Manes Spanglet was born in November 1883 in Jaswin, Galicia. Sara Spanglet was born Sara (Salome) Pufeles in Krakow in 1890. In 1915 the two married in Berlin and settled in Wilmersdorf, Prinzregentenstrasse. Manes was an electrical engineer and co-owned a small factory called Spanglet and Müller. Sara was a housewife. They had three children Heinz -Günther (b.1917), Helmut (b.1923) and Gisela (b.1925). According to information from the Arolsen Archive a "Standesamt I, Berlin Halensee" document confirms that they were deported to Minsk on the “V-th” (5th) Transport on 14th November 1941 to Minsk. No more German official documents are known related to these three people remembered with Stolpersteine.

Helmut Spanglet (born 1923) was 19 when he died - but we do not know how and where he died. We do know he was separated from his parents where they lived in Küstriner Strasse 10 (Damaschkestrasse 22 today) in 1941 and was living in the Jugendheim in Rosenthaler Strasse when he was listed on the "Transportliste" of the "Geheime Staatspolizei" and deported on a train headed for Auschwitz on December 14th 1942.

Helmut was the older brother of Gisela Spanglet born 1925 (later Gisela Eisner) who was taken to England on the first Kindertransport in November 1938. Helmut was also the younger brother of Heinz-Günther Spanglet born 1917 (later Stephen Patrick Dale). As a 17-year-old Stephen was harassed by the Gestapo for anti-Nazi activity and forced for the first time to leave Berlin in 1934. He went to Hamburg to join the German Merchant Navy. Although forbidden to live in Berlin, a few years later he was picked up on return to Berlin and detained in Sachsenhausen. After his release he was able to leave Germany to join his sister Gisela by then living in England. Gisela, a minor, had been fostered in a Christian family with teenage children. The English authorities shipped Heinz-Günther to Australia to be interned as an enemy alien.

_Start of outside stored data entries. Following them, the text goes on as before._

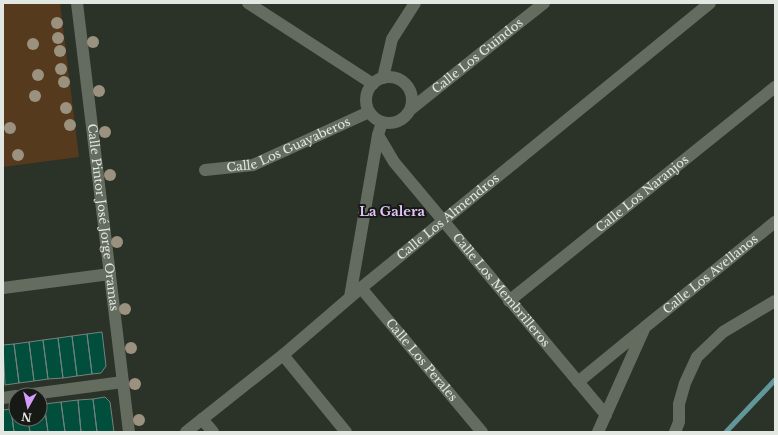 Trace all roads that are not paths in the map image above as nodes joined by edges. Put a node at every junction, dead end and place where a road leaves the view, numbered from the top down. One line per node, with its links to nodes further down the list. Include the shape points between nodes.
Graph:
1 (77, 3): 15 (street, Calle Pintor José Jorge Oramas)
2 (248, 3): 6 (street)
3 (544, 3): 8 (street, Calle Los Guindos)
4 (710, 3): 13 (street, Calle Los Almendros)
5 (410, 5): 6 (street, via 392,39)
6 (378, 81): 8 (street, via 398,79 409,88); 9 (street, via 366,97)
7 (775, 88): 19 (street, Calle Los Naranjos)
8 (411, 109): 10 (street, via 402,120)
9 (369, 112): 10 (street); 12 (street, Calle Los Guayaberos, via 253,165)
10 (382, 122): 11 (street)
11 (378, 135): 13 (street, Calle Los Membrilleros, via 394,162); 18 (street)
12 (205, 170)
13 (444, 220): 17 (street, Calle Los Almendros); 19 (street, Calle Los Membrilleros)
14 (775, 222): 21 (street, Calle Los Avellanos)
15 (110, 274): 16 (street); 23 (street, Calle Pintor José Jorge Oramas)
16 (3, 288)
17 (361, 288): 18 (street, Calle Los Almendros); 32 (street, Calle Los Perales)
18 (350, 297): 22 (street, Calle Los Almendros)
19 (509, 301): 24 (street, Calle Los Membrilleros)
20 (775, 301): 34 (street, via 723,332 697,357 685,383)
21 (645, 327): 24 (street, Calle Los Avellanos); 26 (street, Calle Los Avellanos)
22 (283, 355): 27 (street, Calle Los Almendros); 31 (street)
23 (123, 382): 25 (street); 28 (street, Calle Pintor José Jorge Oramas)
24 (578, 382): 26 (street, Calle Los Membrilleros)
25 (48, 392)
26 (606, 415): 33 (street, Calle Los Avellanos)
27 (202, 419): 29 (street, Calle Los Almendros); 30 (street)
28 (129, 432)
29 (186, 432)
30 (213, 432)
31 (346, 432)
32 (482, 432)
33 (598, 432)
34 (675, 432) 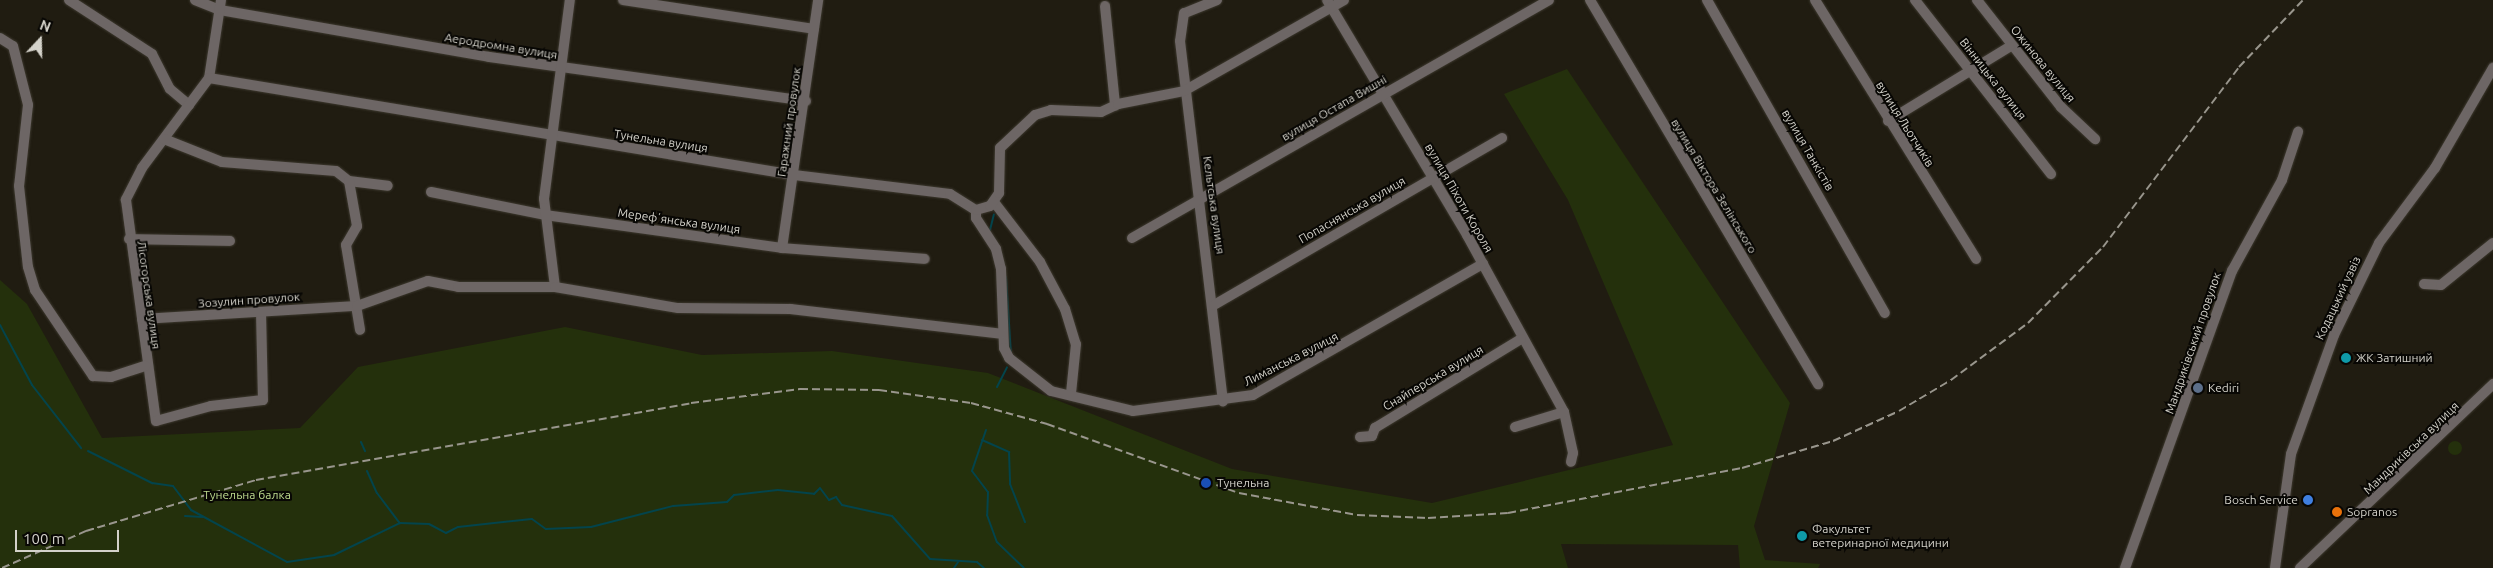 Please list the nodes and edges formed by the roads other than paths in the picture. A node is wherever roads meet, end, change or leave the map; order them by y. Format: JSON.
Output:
{"nodes":[{"id":1,"x":70,"y":0,"type":"edge"},
{"id":2,"x":195,"y":0,"type":"edge"},
{"id":3,"x":570,"y":0,"type":"edge"},
{"id":4,"x":623,"y":0,"type":"edge"},
{"id":5,"x":818,"y":0,"type":"edge"},
{"id":6,"x":1217,"y":0,"type":"edge"},
{"id":7,"x":1344,"y":0,"type":"edge"},
{"id":8,"x":1549,"y":0,"type":"edge"},
{"id":9,"x":1590,"y":0,"type":"edge"},
{"id":10,"x":1707,"y":0,"type":"edge"},
{"id":11,"x":1815,"y":0,"type":"edge"},
{"id":12,"x":1915,"y":0,"type":"edge"},
{"id":13,"x":1977,"y":0,"type":"edge"},
{"id":14,"x":1329,"y":4,"type":"edge"},
{"id":15,"x":220,"y":5,"type":"edge"},
{"id":16,"x":1104,"y":6,"type":"dead end"},
{"id":17,"x":814,"y":29,"type":"junction"},
{"id":18,"x":0,"y":38,"type":"edge"},
{"id":19,"x":2009,"y":47,"type":"junction"},
{"id":20,"x":561,"y":68,"type":"junction"},
{"id":21,"x":2493,"y":68,"type":"edge"},
{"id":22,"x":1970,"y":71,"type":"junction"},
{"id":23,"x":209,"y":78,"type":"junction"},
{"id":24,"x":1184,"y":91,"type":"junction"},
{"id":25,"x":1383,"y":93,"type":"junction"},
{"id":26,"x":806,"y":101,"type":"junction"},
{"id":27,"x":189,"y":105,"type":"junction"},
{"id":28,"x":1115,"y":105,"type":"junction"},
{"id":29,"x":1888,"y":121,"type":"junction"},
{"id":30,"x":2298,"y":132,"type":"dead end"},
{"id":31,"x":552,"y":136,"type":"junction"},
{"id":32,"x":1502,"y":138,"type":"dead end"},
{"id":33,"x":164,"y":139,"type":"junction"},
{"id":34,"x":2095,"y":139,"type":"dead end"},
{"id":35,"x":2051,"y":174,"type":"dead end"},
{"id":36,"x":794,"y":175,"type":"junction"},
{"id":37,"x":1433,"y":178,"type":"junction"},
{"id":38,"x":349,"y":181,"type":"junction"},
{"id":39,"x":388,"y":186,"type":"dead end"},
{"id":40,"x":431,"y":192,"type":"dead end"},
{"id":41,"x":1201,"y":199,"type":"junction"},
{"id":42,"x":994,"y":202,"type":"junction"},
{"id":43,"x":976,"y":210,"type":"junction"},
{"id":44,"x":544,"y":215,"type":"junction"},
{"id":45,"x":1132,"y":238,"type":"dead end"},
{"id":46,"x":129,"y":239,"type":"junction"},
{"id":47,"x":230,"y":241,"type":"dead end"},
{"id":48,"x":2493,"y":243,"type":"edge"},
{"id":49,"x":782,"y":248,"type":"junction"},
{"id":50,"x":925,"y":259,"type":"dead end"},
{"id":51,"x":1976,"y":260,"type":"dead end"},
{"id":52,"x":1483,"y":264,"type":"junction"},
{"id":53,"x":2424,"y":284,"type":"dead end"},
{"id":54,"x":559,"y":288,"type":"junction"},
{"id":55,"x":1214,"y":305,"type":"junction"},
{"id":56,"x":357,"y":306,"type":"junction"},
{"id":57,"x":261,"y":312,"type":"junction"},
{"id":58,"x":1885,"y":313,"type":"dead end"},
{"id":59,"x":142,"y":320,"type":"junction"},
{"id":60,"x":360,"y":330,"type":"dead end"},
{"id":61,"x":1004,"y":334,"type":"junction"},
{"id":62,"x":1521,"y":339,"type":"junction"},
{"id":63,"x":145,"y":366,"type":"junction"},
{"id":64,"x":1818,"y":384,"type":"dead end"},
{"id":65,"x":2493,"y":384,"type":"edge"},
{"id":66,"x":1071,"y":393,"type":"junction"},
{"id":67,"x":1223,"y":401,"type":"junction"},
{"id":68,"x":1564,"y":412,"type":"junction"},
{"id":69,"x":1515,"y":427,"type":"dead end"},
{"id":70,"x":1360,"y":437,"type":"dead end"},
{"id":71,"x":1571,"y":462,"type":"dead end"},
{"id":72,"x":2125,"y":568,"type":"edge"},
{"id":73,"x":2275,"y":568,"type":"edge"},
{"id":74,"x":2300,"y":568,"type":"edge"}],
"edges":[{"from":1,"to":27,"type":"street"},
{"from":2,"to":15,"type":"street","name":"Аеродромна вулиця"},
{"from":3,"to":20,"type":"street"},
{"from":4,"to":17,"type":"street"},
{"from":5,"to":17,"type":"street","name":"Гаражний провулок"},
{"from":6,"to":24,"type":"street","name":"Кельтська вулиця"},
{"from":7,"to":14,"type":"street"},
{"from":8,"to":25,"type":"street","name":"вулиця Остапа Вишні"},
{"from":9,"to":64,"type":"street","name":"вулиця Віктора Зелінського"},
{"from":10,"to":58,"type":"street","name":"вулиця Танкістів"},
{"from":11,"to":29,"type":"street","name":"вулиця Льотчиків"},
{"from":12,"to":22,"type":"street","name":"Вінницька вулиця"},
{"from":13,"to":19,"type":"street","name":"Ожинова вулиця"},
{"from":14,"to":24,"type":"street"},
{"from":14,"to":25,"type":"street","name":"вулиця Піхоти Короля"},
{"from":15,"to":20,"type":"street","name":"Аеродромна вулиця"},
{"from":15,"to":23,"type":"street","name":"Лісогорська вулиця"},
{"from":16,"to":28,"type":"street"},
{"from":17,"to":26,"type":"street","name":"Гаражний провулок"},
{"from":18,"to":63,"type":"street"},
{"from":19,"to":22,"type":"street"},
{"from":19,"to":34,"type":"street","name":"Ожинова вулиця"},
{"from":20,"to":26,"type":"street","name":"Аеродромна вулиця"},
{"from":20,"to":31,"type":"street"},
{"from":21,"to":73,"type":"street","name":"Кодацький узвіз"},
{"from":22,"to":29,"type":"street"},
{"from":22,"to":35,"type":"street","name":"Вінницька вулиця"},
{"from":23,"to":27,"type":"street","name":"Лісогорська вулиця"},
{"from":23,"to":31,"type":"street","name":"Тунельна вулиця"},
{"from":24,"to":28,"type":"street"},
{"from":24,"to":41,"type":"street","name":"Кельтська вулиця"},
{"from":25,"to":37,"type":"street","name":"вулиця Піхоти Короля"},
{"from":25,"to":41,"type":"street","name":"вулиця Остапа Вишні"},
{"from":26,"to":36,"type":"street","name":"Гаражний провулок"},
{"from":27,"to":33,"type":"street","name":"Лісогорська вулиця"},
{"from":28,"to":42,"type":"street"},
{"from":29,"to":51,"type":"street","name":"вулиця Льотчиків"},
{"from":30,"to":72,"type":"street","name":"Мандриківський провулок"},
{"from":31,"to":36,"type":"street","name":"Тунельна вулиця"},
{"from":31,"to":44,"type":"street"},
{"from":32,"to":37,"type":"street","name":"Попаснянська вулиця"},
{"from":33,"to":38,"type":"street"},
{"from":33,"to":46,"type":"street","name":"Лісогорська вулиця"},
{"from":36,"to":43,"type":"street","name":"Тунельна вулиця"},
{"from":36,"to":49,"type":"street","name":"Гаражний провулок"},
{"from":37,"to":52,"type":"street","name":"вулиця Піхоти Короля"},
{"from":37,"to":55,"type":"street","name":"Попаснянська вулиця"},
{"from":38,"to":39,"type":"street"},
{"from":38,"to":56,"type":"street"},
{"from":40,"to":44,"type":"street","name":"Мерефʼянська вулиця"},
{"from":41,"to":45,"type":"street","name":"вулиця Остапа Вишні"},
{"from":41,"to":55,"type":"street","name":"Кельтська вулиця"},
{"from":42,"to":43,"type":"street"},
{"from":42,"to":66,"type":"street"},
{"from":43,"to":61,"type":"street"},
{"from":44,"to":49,"type":"street","name":"Мерефʼянська вулиця"},
{"from":44,"to":54,"type":"street"},
{"from":46,"to":47,"type":"street"},
{"from":46,"to":59,"type":"street","name":"Лісогорська вулиця"},
{"from":48,"to":53,"type":"street"},
{"from":49,"to":50,"type":"street","name":"Мерефʼянська вулиця"},
{"from":52,"to":62,"type":"street","name":"вулиця Піхоти Короля"},
{"from":52,"to":67,"type":"street","name":"Лиманська вулиця"},
{"from":54,"to":56,"type":"street","name":"Зозулин провулок"},
{"from":54,"to":61,"type":"street","name":"Зозулин провулок"},
{"from":55,"to":67,"type":"street","name":"Кельтська вулиця"},
{"from":56,"to":57,"type":"street","name":"Зозулин провулок"},
{"from":56,"to":60,"type":"street"},
{"from":57,"to":59,"type":"street","name":"Зозулин провулок"},
{"from":57,"to":63,"type":"street","name":"Лісогорська вулиця"},
{"from":59,"to":63,"type":"street","name":"Лісогорська вулиця"},
{"from":61,"to":66,"type":"street","name":"Лиманська вулиця"},
{"from":62,"to":68,"type":"street","name":"вулиця Піхоти Короля"},
{"from":62,"to":70,"type":"street","name":"Снайперська вулиця"},
{"from":65,"to":74,"type":"street","name":"Мандриківська вулиця"},
{"from":66,"to":67,"type":"street","name":"Лиманська вулиця"},
{"from":68,"to":69,"type":"street"},
{"from":68,"to":71,"type":"street","name":"вулиця Піхоти Короля"}]}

We are aware from correspondence in 1939 between Dr Vera Lachmann, the headmistress of the Jüdische Privatschule in Grunewald, and her former pupil Gisela Spanglet that attempts were made to obtain an agricultural work permit for Helmut with the intention to secure his escape to England.

When the War ended Helmut's siblings Gisela and Stephen presumed their brother Helmut and parents Manes and Sara did not survive. They went on to make England their home and raise their own families there.